What is the difference between performance art and real life?


Last week I escaped London for the Costa del Sol. What does a runawaykiwi do on her first day in Spain? – go to England of course. And by England I mean Gibraltar.

For those not in the know, Gibraltar is a little bit of land (about the same size as Ponsonby or Shoreditch) with a rock in the middle of it which has been under English control since 1704 (the Gibraltians are pretty autonomous, all that English control really means is that you pay in pounds and there is a Marks and Spencer). Oh, and you get to Gibraltar by crossing a runway, a real runway, with planes – we had to wait for an Easyjet flight to land before we could cross.

Easyjet flight


Does this have anything to do with art? Does runawaykiwi just want to show off her holiday photos? Yes and yes.

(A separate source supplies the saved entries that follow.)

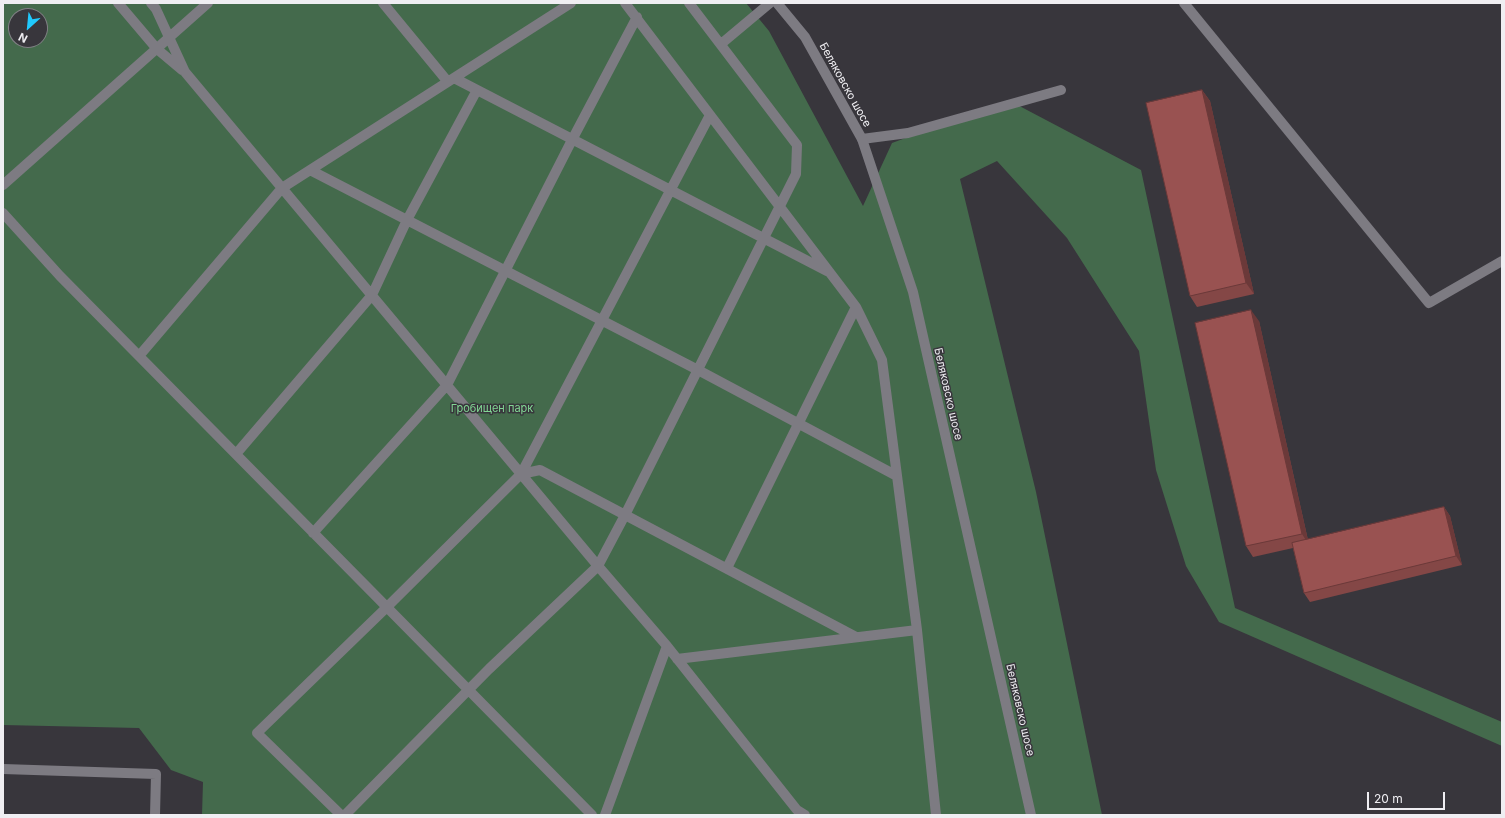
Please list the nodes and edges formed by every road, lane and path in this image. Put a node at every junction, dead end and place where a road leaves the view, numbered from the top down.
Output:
1 (118, 3) edge
2 (151, 3) edge
3 (208, 3) edge
4 (383, 3) edge
5 (571, 3) edge
6 (625, 3) edge
7 (689, 3) edge
8 (770, 3) edge
9 (777, 3) edge
10 (1184, 3) edge
11 (636, 17) junction
12 (169, 38) junction
13 (721, 44) junction
14 (157, 49) junction
15 (185, 72) junction
16 (451, 80) junction
17 (477, 90) junction
18 (1062, 90) dead end
19 (710, 115) junction
20 (862, 139) junction
21 (572, 140) junction
22 (310, 170) junction
23 (3, 185) edge
24 (282, 188) junction
25 (671, 190) junction
26 (781, 207) junction
27 (3, 213) edge
28 (408, 220) junction
29 (765, 239) junction
30 (1502, 262) edge
31 (504, 270) junction
32 (830, 273) junction
33 (372, 295) junction
34 (856, 307) junction
35 (602, 320) junction
36 (139, 356) junction
37 (698, 370) junction
38 (447, 385) junction
39 (799, 424) junction
40 (236, 454) junction
41 (521, 474) junction
42 (897, 476) junction
43 (625, 515) junction
44 (313, 533) junction
45 (598, 566) junction
46 (727, 568) junction
47 (387, 608) junction
48 (917, 630) junction
49 (856, 637) junction
50 (667, 646) junction
51 (677, 658) junction
52 (469, 691) junction
53 (3, 769) edge
54 (155, 815) edge
55 (341, 815) edge
56 (345, 815) edge
57 (592, 815) edge
58 (605, 815) edge
59 (805, 815) edge
60 (936, 815) edge
61 (1031, 815) edge

1 - 14 street
2 - 12 street
3 - 12 street
4 - 16 street
5 - 16 street
6 - 11 street
7 - 13 street
8 - 13 street
9 - 20 street, Беляковско шосе
10 - 30 street
11 - 19 street
11 - 21 street
12 - 14 street
12 - 15 street
13 - 26 street
14 - 15 street
14 - 23 street
15 - 24 street
16 - 17 street
16 - 22 street
17 - 21 street
17 - 28 street
18 - 20 street
19 - 25 street
19 - 26 street
20 - 61 street, Беляковско шосе
21 - 25 street
21 - 31 street
22 - 24 street
22 - 28 street
24 - 33 street
24 - 36 street
25 - 29 street
25 - 35 street
26 - 29 street
26 - 32 street
27 - 36 street
28 - 31 street
28 - 33 street
29 - 32 street
29 - 37 street
31 - 35 street
31 - 38 street
32 - 34 street
33 - 38 street
33 - 40 street
34 - 39 street
34 - 42 street
35 - 37 street
35 - 41 street
36 - 40 street
37 - 39 street
37 - 43 street
38 - 41 street
38 - 44 street
39 - 42 street
39 - 46 street
40 - 44 street
41 - 43 street
41 - 45 street
41 - 47 street
42 - 48 street
43 - 45 street
43 - 46 street
44 - 47 street
45 - 50 street
45 - 52 street
46 - 49 street
47 - 52 street
47 - 55 street
48 - 49 street
48 - 60 street
49 - 51 street
50 - 51 street
50 - 58 street
51 - 59 street
52 - 56 street
52 - 57 street
53 - 54 street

Part of the history of Gibraltar is the role it played in World War Two in protecting the Dardinals. Tunnels were dug inside the Rock to create a defendable fortress and so they could fire cannons if they needed to. Then the 80’s happened and some bright spark decided to create a laser disco inside the tunnels. No running water, no flushing toilets but by god there was an awesome bar. It didn’t last long – back in those days the lasers needed hideous amount of water running through them to stop combustion. But it did make me ask, could this be considered art?

Wikipedia, the centre for all knowledge, defines performance art as “the actions of an individual or a group at a particular place and in a particular time”. The easiest way to explain my rational is to write the description that would hang beside it in a gallery:

Name: One if by land, two if by sea.

Materials: youth of Gibraltar, abandoned siege tunnels, lasers, alcohol, pop music.

Rational: this piece (running twice a week for one year) symbolises the clash of the traditional British colonial attitudes with the 80’s globalisation. The use of the World War Two tunnels as a setting is to reinforce the juxtaposition of the frivolity of youth against the harsh conditions that acted as the foundations for the current political and financial freedom. The British pop-music as an auditory assault is to highlight the continued occupation and patrial connection to England. As well as the inclusion and abuse of alcohol by the participants which is designed to reflect the potential confusion if the Gibraltains were ever to fight for independence.

So what do you think, can we reclassify this 80’s party as performance art?

Oh and this is what a monkey looks like when it has a nine to five job in tourism and just can’t bear to see another fanny pack.